Cheap regulators generally work as well as expensive ones once they're set -- they're just a little more trouble to get set but you don't have to set them often. The exception would be if you're buying very high quality 2-stage regulators, which will let you run your CO2 tank down much lower and save oh maybe a dollar every year or two on the cost of CO2. But such regulators cost ridiculous amounts of money and can only be justified on an if-I-don't-get-one-I'll-never-know-how-they-work basis. Consider getting a use CGA320 regulator on ebay.

A bubble counter is about a necessary as a shoe horn. If you find that you really need one, you're probably wearing the wrong size shoes.
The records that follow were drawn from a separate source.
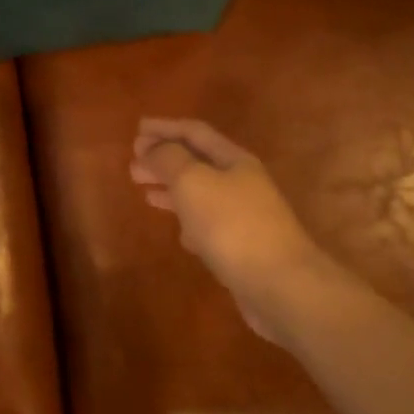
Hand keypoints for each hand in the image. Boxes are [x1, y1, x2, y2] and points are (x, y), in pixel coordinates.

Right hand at [130, 118, 325, 339]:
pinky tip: (177, 231)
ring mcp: (244, 216)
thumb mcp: (192, 181)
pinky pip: (209, 225)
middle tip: (133, 163)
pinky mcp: (242, 248)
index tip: (136, 130)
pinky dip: (188, 221)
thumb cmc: (232, 225)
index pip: (195, 132)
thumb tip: (153, 148)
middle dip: (164, 159)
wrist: (280, 285)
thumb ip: (169, 159)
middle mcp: (242, 183)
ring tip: (144, 192)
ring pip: (200, 194)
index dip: (165, 128)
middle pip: (197, 162)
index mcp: (233, 160)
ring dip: (171, 189)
Carbon Dioxide Water-Input-Absorption-Benefaction Devices: Devices and techniques to mix CO2 into water usually have trumped up pretentious names like "mister," "injector," and the ever so atomic and technical sounding "reactor" and some cost a pretty penny. They all do the same basic thing, bubble CO2 into water in hope that somehow the CO2 reaches the plants. They do and it does. Some designs are more efficient than others but CO2 mixers are like substrates in aquatic plant aquaria, it doesn't much matter which you use, the results are mainly a function of how much and everything else you do.

pH controllers are less useful than shoe horns on a sunny beach. You *can* use one but don't go tellin' folks it does anything you couldn't do simpler, cheaper, safer and more effectively without the controller.
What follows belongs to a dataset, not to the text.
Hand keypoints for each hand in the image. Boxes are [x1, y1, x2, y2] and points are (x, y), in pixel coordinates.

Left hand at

Don't drastically readjust your CO2 regulator as the tank runs out, trying to get every last drop of CO2, and then expect the refilled tank to work at the same setting.

The pressure in a freshly refilled CO2 tank might increase by as much as 20% within the first few hours after refilling. Filling chills the tank and,as the tank warms, the pressure increases. So, don't expect the regulator to function exactly the same with a cold tank as a warm one. CO2 tanks are like stethoscopes; best to let them warm to touch before using them.
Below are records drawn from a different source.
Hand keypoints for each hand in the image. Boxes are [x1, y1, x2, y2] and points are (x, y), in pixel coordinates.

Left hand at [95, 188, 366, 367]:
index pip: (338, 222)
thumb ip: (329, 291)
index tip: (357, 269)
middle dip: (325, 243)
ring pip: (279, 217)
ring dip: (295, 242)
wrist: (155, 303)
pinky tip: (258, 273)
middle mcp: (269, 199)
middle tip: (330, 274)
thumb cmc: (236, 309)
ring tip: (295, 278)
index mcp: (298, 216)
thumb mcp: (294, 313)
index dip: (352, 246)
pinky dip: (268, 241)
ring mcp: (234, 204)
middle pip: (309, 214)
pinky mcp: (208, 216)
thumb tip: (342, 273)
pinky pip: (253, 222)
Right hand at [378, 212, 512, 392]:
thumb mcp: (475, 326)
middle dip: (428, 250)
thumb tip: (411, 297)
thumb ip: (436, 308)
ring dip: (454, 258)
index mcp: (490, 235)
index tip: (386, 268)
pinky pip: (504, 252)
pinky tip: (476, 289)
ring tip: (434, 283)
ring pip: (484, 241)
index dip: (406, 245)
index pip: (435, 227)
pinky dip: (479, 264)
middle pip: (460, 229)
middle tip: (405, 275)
And don't put compressed inert gas tanks into a shark's mouth and then fire a rifle at it; apparently that is the one and only situation where they will explode as opposed to merely rocketing around like a project from NASA on a very very bad day -- which, come to think of it, would have been a nice ending to Jaws, having the beast scoot and bounce around on the water like Daffy Duck -- woo hoo woo hoo. ;-)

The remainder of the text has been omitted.